How do I get allocations down but keep code speed?

using CUDA, StaticArrays, Flux

N = 10^6
T = Float32

WgL = CuArray(rand(SVector{3,T},N))

I_ = CuArray(rand(1:6195,N))
J_ = CuArray(rand(1:6195,N))

WGL = CuArray(zeros(SVector{3,T},N))

CUDA.@allocated WGL .= WgL[I_] - WgL[J_]

CUDA.@allocated WGL .= WgL[I_] .- WgL[J_]

@CUDA.allocated WGL .= view(WgL, I_) .- view(WgL, J_)

Where the view approach fixes the issue with allocations, but as I keep running my simulation the view approach for some reason becomes much slower. Anyone knows how to do this computation properly?

Kind regards

I guess what I am trying to ask;

How do I broadcast properly on GPU and save operations in-place without intermediate arrays, as this syntax would have done on CPU?

Kind regards

You can always write your own loop, no? Introduction · CUDA.jl

Yes, but this seems to be an extremely basic operation?

Would I really need to make a kernel for this?

I am sure I could figure out how to do the kernel in a day or two, but as far as I know, Julia has been broadcasted as a programming language with “first class” support for native GPU operations.

I must be doing something wrong because I would be very surprised if there is no way to do this without allocating.

Kind regards

Being able to write your own high-performance kernels, rather than being limited to a small menu of “vectorized built-ins”, is first-class support.

There may be a way to do what you want using built in CUDA.jl functions, of course; I’m not an expert in that package.
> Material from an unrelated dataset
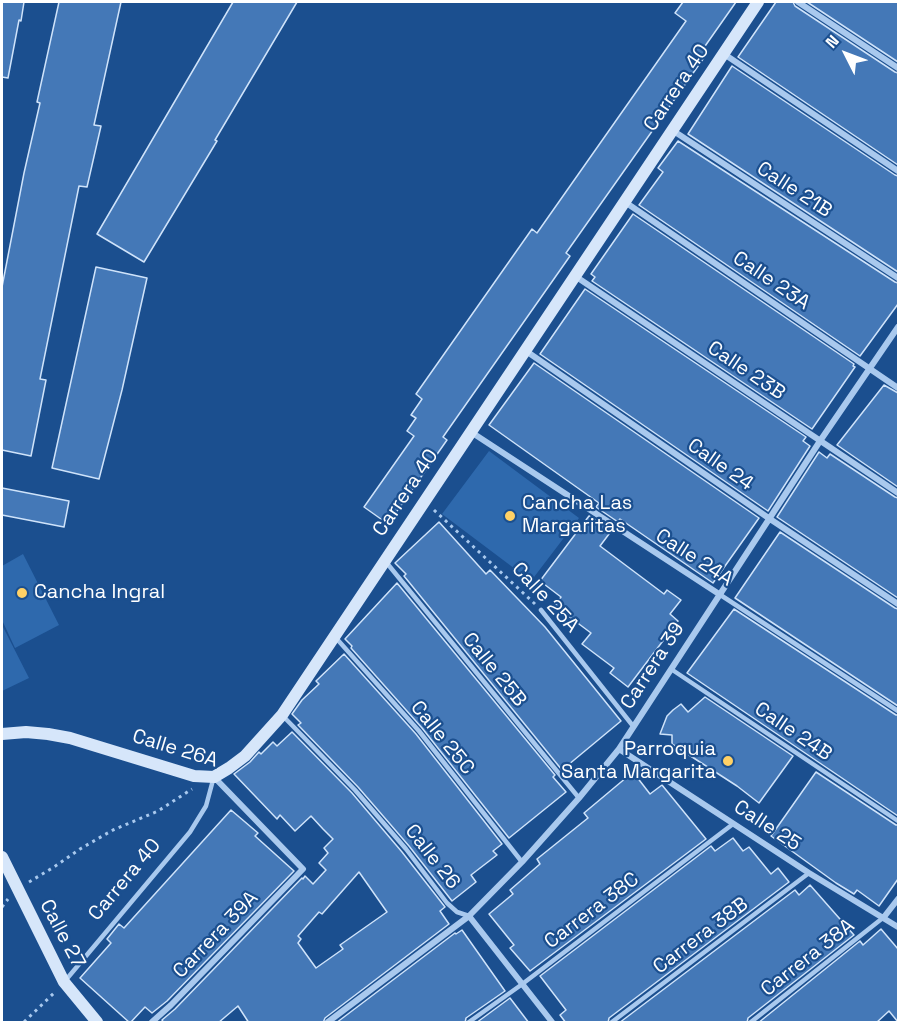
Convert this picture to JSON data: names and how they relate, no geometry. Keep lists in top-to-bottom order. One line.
{"streets":{"street":["Carrera 40","Calle 21B","Calle 23A","Calle 23B","Calle 24","Calle 24A","Carrera 39","Calle 26A","Calle 25","Calle 26","Calle 27","Carrera 39A"],"lane":["Calle 25A","Calle 25B","Calle 24B","Calle 25C","Carrera 38C","Carrera 38B","Carrera 38A"]},"crossings":[["Carrera 40","Calle 21B"],["Carrera 40","Calle 23A"],["Carrera 40","Calle 23B"],["Carrera 40","Calle 24"],["Carrera 40","Calle 24A"],["Carrera 40","Calle 25A"],["Carrera 40","Calle 25B"],["Carrera 40","Calle 25C"],["Carrera 40","Calle 26A"],["Carrera 40","Calle 26"],["Carrera 40","Calle 27"],["Calle 23A","Carrera 39"],["Calle 23B","Carrera 39"],["Calle 24","Carrera 39"],["Calle 24A","Carrera 39"],["Calle 25A","Carrera 39"],["Carrera 39","Calle 25B"],["Carrera 39","Calle 24B"],["Carrera 39","Calle 25C"],["Carrera 39","Calle 25"],["Carrera 39","Calle 26"],["Calle 26A","Carrera 39A"],["Calle 25","Carrera 38C"],["Calle 25","Carrera 38B"],["Calle 25","Carrera 38A"],["Calle 26","Carrera 38C"]],"places":["Cancha Las Margaritas","Cancha Ingral","Parroquia Santa Margarita"],"north":"top left"}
But in the long run writing custom loops will give maximum flexibility and performance.


Before going any further, it’s necessary to know what behaviour you want out of this operation. Currently, the way you’re generating indices means that there will be duplicates. I presume you don’t want multiple values from the source array overwriting each other in the destination array, so what is supposed to happen when there are duplicates? The answer to this will dictate what functions you can use and whether you’ll need to write a custom kernel.

For now, I just want to perform the calculation shown in the top of the post.
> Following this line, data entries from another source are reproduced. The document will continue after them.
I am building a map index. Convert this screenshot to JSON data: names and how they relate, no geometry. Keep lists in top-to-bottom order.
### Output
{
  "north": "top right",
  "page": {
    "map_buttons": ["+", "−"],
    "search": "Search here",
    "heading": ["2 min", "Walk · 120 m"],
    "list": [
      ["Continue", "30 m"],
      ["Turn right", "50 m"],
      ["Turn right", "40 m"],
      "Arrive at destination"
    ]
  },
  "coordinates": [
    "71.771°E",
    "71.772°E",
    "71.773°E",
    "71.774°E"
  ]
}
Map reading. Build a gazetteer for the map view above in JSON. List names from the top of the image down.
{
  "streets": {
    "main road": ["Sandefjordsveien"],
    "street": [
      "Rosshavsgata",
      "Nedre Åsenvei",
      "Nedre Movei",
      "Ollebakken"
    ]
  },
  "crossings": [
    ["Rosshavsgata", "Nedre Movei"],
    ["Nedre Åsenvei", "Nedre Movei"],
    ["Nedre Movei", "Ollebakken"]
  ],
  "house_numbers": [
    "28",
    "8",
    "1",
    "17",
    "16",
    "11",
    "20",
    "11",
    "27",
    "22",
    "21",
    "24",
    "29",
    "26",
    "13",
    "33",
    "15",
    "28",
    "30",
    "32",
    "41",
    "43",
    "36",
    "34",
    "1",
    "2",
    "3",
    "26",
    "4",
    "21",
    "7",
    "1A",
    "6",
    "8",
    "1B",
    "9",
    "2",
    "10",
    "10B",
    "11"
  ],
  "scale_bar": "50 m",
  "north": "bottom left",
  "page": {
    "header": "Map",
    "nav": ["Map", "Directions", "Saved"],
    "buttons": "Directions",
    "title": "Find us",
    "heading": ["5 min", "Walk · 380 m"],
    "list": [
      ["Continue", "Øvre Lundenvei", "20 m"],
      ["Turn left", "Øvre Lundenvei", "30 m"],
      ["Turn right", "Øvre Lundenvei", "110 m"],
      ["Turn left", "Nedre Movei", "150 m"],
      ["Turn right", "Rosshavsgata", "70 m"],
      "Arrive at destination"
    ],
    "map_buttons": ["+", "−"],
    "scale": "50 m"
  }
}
You are right, that there is a multiple of the same calculation due to the nature of the provided example, but in my code I am debugging I_ and J_ will hold unique combinations only. So what is provided is just an example.

Ideally, I just want to understand why I see allocations using CUDA.@allocated, when it is a in-place operation, because using @CUDA.time, I don’t see allocs. So I am just confused

Kind regards

What do you mean? You just showed that there are zero allocations?

Yes, true. I left out why I was confused :sweat_smile:

So when I used the approach you quote with a view, then for some reason all allocations were instead stored on CPU side, which meant that the code became much slower. I found this through use of @CUDA.time.

That was not part of the original question of course, but my question right now is;

Why is it slower when I use a view with “0” allocations? Is it due to the CPU taking over for some reason?

Perhaps I just start looking into learning how to make my own kernels and see if I understand better after :slight_smile:

Kind regards

I’m not sure if the CUDA.jl docs mention this, but a good practice is to always call CUDA.allowscalar(false) before working with GPU code so that these accesses become errors instead of silently slowing down your code (assuming you didn’t see the scalar indexing warning).

Back on topic, the underlying reason for the slowness is that CUDA.jl doesn’t support many types of non-contiguous views. Because your I_ and J_ are not the same in the MWE and you do some operation (-) before writing to WGL, there’s not much you can do other than write your own kernel here. If any of those requirements don’t hold in your actual task, then it’s possible there’s a solution which wouldn’t require any custom kernels.